O coordenador da 'task force', Francisco Ramos, também disse entretanto à Lusa que a proposta apresentada pela DGS "não tem qualquer limite de idade para as pessoas internadas em lares”.
"A existir, será pelas características das próprias vacinas e não por uma escolha de quem tem responsabilidade de decidir quem deve ser vacinado, nomeadamente quem será vacinado numa primeira fase", que abrangerá cerca de um milhão de pessoas, explicou.
Na semana passada, o primeiro-ministro afirmou que o país está preparado para comprar cerca de 16 milhões de doses de três vacinas e, segundo a ministra da Saúde, Marta Temido, uma das primeiras poderá chegar já em janeiro.
Entre as três vacinas, já estão definidas as doses a comprar: numa 6,9 milhões, noutra 4,5 milhões, segundo António Costa, sem identificar os laboratórios. Quanto à terceira, de 4,6 milhões, será a da Pfizer/BioNTech, confirmou à Lusa a farmacêutica.

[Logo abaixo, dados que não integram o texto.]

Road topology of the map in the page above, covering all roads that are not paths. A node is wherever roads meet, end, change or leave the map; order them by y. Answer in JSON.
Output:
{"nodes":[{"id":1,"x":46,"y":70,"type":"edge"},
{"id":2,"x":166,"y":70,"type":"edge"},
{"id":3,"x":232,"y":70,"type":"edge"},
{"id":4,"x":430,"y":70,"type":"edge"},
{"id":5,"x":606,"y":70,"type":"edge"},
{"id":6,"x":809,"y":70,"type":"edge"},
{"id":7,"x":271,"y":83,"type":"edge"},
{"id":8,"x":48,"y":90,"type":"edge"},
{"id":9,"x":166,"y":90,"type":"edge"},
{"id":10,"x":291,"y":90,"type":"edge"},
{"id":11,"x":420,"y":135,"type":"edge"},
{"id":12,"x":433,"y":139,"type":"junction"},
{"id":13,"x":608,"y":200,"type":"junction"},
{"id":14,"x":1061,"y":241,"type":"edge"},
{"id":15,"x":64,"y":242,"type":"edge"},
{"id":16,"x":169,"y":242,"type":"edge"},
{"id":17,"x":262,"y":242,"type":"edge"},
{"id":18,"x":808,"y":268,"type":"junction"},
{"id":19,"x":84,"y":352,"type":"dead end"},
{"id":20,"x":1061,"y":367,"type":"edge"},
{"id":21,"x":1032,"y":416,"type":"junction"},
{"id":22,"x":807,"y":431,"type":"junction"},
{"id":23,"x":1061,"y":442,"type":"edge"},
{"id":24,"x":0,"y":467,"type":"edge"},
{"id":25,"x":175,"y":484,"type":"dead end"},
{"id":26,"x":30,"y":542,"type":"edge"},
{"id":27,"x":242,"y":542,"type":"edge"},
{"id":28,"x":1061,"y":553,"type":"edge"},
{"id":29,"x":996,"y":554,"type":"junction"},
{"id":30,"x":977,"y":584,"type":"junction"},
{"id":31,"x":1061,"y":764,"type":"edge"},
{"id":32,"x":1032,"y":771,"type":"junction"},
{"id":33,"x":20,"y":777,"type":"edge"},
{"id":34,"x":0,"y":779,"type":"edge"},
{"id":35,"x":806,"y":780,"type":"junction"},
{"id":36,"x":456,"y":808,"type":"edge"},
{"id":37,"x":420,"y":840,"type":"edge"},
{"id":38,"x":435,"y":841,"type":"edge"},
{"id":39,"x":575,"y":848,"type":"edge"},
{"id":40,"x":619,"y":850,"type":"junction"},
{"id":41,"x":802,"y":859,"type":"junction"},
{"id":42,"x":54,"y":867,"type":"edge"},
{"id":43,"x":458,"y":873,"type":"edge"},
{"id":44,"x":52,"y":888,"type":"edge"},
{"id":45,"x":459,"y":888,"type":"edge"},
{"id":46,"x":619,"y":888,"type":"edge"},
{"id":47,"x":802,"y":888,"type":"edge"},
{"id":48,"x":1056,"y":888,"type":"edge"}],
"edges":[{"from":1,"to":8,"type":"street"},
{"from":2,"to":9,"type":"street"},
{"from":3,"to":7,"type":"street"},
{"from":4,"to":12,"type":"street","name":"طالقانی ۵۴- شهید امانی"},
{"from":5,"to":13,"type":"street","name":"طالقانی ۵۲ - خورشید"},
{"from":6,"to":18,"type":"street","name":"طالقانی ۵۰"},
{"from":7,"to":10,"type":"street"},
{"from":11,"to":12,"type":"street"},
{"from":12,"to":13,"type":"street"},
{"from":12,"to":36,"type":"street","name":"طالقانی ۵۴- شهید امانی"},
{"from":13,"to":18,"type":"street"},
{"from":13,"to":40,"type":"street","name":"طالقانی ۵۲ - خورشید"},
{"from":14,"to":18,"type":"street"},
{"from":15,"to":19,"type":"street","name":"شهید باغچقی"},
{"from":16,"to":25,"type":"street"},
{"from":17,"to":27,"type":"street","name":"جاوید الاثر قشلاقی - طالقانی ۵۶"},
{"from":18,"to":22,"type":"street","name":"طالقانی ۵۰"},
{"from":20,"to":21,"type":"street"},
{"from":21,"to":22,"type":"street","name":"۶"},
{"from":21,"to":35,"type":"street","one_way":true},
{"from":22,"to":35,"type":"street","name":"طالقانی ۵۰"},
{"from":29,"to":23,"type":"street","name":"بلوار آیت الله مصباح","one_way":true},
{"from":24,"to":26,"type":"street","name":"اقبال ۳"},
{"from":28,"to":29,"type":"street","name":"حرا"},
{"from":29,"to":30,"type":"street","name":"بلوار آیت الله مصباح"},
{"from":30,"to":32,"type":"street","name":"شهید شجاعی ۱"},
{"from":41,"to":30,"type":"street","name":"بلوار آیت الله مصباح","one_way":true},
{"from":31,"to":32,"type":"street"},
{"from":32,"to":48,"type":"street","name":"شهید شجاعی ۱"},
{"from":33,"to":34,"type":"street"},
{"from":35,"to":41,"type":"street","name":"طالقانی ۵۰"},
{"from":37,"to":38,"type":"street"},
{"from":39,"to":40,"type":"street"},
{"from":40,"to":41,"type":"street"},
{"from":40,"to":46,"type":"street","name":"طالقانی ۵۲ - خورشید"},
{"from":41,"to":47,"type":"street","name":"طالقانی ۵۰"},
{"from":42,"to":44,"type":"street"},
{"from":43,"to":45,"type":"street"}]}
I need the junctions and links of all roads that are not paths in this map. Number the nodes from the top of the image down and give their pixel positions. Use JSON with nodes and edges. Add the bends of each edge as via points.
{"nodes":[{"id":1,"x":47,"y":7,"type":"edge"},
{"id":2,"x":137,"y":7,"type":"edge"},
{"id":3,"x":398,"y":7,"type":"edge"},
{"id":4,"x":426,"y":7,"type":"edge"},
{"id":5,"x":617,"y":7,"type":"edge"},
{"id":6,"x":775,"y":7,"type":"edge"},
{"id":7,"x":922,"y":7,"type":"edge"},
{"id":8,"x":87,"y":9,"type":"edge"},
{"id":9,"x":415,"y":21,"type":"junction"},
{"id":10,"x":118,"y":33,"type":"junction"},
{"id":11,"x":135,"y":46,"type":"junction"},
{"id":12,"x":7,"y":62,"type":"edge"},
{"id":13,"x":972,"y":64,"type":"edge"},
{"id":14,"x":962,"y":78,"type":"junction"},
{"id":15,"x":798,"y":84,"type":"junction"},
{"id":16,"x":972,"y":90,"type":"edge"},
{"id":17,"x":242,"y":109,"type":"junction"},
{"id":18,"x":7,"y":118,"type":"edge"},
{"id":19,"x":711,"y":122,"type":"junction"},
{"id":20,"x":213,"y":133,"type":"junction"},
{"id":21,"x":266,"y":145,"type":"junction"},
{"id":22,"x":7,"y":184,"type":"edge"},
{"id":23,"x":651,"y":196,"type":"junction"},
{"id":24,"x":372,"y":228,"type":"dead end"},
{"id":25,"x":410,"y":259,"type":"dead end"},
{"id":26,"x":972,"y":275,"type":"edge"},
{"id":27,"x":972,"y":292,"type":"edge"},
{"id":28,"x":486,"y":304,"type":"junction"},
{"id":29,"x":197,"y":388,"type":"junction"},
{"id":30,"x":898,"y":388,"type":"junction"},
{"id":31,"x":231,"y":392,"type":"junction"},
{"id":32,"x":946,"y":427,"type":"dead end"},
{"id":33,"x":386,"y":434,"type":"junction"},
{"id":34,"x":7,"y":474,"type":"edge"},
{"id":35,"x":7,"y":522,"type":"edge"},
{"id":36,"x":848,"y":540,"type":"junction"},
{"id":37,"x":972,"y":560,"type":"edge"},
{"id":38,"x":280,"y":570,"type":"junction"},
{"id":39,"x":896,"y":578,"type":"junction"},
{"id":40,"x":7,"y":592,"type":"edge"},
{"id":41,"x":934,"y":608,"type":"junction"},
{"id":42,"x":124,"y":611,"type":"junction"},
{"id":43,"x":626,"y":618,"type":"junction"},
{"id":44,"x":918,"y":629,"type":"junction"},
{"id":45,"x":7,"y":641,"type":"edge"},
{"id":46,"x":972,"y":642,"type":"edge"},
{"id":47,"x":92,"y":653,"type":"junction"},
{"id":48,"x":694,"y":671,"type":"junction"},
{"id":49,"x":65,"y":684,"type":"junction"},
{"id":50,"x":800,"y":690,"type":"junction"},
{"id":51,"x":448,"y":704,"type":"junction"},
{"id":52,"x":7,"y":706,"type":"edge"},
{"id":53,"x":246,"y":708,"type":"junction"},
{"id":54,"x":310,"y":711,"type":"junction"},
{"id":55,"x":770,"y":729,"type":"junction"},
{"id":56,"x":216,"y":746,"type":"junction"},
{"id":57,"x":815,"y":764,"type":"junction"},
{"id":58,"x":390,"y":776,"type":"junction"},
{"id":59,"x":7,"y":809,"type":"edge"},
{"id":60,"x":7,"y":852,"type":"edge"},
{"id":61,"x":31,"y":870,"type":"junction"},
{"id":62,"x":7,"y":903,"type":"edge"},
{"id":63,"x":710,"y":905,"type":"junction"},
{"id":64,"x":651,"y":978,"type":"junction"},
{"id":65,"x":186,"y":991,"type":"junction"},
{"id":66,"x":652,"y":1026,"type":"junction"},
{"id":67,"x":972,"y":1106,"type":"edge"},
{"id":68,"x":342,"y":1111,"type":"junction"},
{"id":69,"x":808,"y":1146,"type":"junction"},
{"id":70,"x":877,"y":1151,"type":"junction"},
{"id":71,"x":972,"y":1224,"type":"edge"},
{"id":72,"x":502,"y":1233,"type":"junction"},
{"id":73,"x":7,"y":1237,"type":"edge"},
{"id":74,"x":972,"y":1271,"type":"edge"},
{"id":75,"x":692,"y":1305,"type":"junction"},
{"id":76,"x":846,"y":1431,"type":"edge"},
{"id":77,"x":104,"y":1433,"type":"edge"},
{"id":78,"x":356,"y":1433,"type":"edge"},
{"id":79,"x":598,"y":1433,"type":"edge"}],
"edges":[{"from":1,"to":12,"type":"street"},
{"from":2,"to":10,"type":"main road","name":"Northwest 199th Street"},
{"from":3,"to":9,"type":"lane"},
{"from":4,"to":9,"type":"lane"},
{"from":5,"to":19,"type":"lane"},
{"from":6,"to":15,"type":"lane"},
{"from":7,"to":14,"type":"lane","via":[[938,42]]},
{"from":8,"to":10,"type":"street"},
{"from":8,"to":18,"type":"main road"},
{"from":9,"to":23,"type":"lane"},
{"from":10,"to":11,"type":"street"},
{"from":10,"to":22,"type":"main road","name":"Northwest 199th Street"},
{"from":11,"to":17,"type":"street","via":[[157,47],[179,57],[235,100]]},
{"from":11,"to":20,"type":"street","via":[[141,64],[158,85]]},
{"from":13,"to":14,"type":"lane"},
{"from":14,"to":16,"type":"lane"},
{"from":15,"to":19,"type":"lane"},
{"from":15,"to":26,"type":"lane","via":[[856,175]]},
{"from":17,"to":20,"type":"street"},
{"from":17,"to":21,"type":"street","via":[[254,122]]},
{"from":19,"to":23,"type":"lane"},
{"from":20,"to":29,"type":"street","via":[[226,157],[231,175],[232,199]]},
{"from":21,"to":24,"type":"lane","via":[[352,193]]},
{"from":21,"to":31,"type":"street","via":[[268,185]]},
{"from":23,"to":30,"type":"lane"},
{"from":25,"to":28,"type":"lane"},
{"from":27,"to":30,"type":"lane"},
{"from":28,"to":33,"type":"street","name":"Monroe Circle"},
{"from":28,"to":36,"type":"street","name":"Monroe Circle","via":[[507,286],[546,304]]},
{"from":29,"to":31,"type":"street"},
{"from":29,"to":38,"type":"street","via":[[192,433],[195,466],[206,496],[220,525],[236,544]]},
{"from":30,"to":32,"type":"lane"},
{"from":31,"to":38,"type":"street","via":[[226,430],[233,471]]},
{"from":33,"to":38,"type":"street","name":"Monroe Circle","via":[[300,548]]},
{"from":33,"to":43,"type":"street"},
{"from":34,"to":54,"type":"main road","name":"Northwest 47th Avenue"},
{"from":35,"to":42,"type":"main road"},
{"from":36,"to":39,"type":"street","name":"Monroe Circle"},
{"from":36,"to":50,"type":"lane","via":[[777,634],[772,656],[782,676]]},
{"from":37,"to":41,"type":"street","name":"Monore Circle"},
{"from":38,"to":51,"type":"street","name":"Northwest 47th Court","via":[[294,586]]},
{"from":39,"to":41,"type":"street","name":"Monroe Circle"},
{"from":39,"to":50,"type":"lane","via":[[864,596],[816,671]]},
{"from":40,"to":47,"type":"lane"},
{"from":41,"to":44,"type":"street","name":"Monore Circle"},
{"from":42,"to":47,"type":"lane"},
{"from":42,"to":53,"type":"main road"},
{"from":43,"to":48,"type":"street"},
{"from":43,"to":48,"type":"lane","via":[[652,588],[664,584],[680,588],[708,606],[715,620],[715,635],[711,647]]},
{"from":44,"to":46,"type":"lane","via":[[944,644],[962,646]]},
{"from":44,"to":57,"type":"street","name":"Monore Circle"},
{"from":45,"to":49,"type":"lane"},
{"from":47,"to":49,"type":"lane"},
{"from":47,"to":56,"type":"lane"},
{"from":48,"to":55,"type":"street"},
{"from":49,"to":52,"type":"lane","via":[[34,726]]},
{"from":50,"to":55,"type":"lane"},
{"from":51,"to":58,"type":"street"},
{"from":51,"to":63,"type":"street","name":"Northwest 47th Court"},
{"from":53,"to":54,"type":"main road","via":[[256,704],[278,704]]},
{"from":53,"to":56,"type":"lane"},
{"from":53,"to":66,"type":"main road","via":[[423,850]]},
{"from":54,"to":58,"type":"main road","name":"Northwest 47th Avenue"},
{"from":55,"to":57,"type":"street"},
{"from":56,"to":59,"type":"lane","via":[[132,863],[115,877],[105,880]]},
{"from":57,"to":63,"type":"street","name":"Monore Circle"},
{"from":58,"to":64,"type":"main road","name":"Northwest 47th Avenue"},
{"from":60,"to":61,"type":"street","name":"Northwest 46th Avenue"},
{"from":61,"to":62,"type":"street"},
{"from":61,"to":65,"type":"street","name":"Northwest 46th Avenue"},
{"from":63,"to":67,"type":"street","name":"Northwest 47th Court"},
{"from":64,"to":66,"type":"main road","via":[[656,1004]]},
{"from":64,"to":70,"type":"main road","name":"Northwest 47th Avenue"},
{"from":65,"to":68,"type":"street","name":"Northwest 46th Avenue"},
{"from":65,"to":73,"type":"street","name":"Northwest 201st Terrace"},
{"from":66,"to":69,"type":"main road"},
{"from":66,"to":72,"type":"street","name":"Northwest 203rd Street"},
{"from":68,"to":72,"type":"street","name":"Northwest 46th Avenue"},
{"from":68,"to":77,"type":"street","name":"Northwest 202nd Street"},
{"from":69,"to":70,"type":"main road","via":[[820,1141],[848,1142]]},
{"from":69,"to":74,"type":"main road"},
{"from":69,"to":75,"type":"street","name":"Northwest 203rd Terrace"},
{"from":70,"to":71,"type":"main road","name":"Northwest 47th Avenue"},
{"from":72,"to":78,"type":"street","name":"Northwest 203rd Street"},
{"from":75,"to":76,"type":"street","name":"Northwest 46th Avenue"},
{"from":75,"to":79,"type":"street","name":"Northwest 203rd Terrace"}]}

Tanto a Pfizer/BioNTech como a Moderna já assinaram contratos com a Comissão Europeia para assegurar vacinas contra a covid-19, assegurando para já 200 milhões de doses da primeira (com a possibilidade de acrescentar outros 100 milhões) e 80 milhões de doses da segunda, que poderão ir até um total de 160 milhões.
No caso das duas vacinas, que exigem ambas duas doses por pessoa, ainda não são conhecidos os preços acordados com a Comissão Europeia, mas em agosto o primeiro-ministro prometeu uma "vacinação progressiva, universal e gratuita".
Além destas, A Comissão Europeia já assinou também contratos com a AstraZeneca (300 milhões de doses), a Sanofi-GSK (300 milhões), Johnson & Johnson (200 milhões), e CureVac (405 milhões).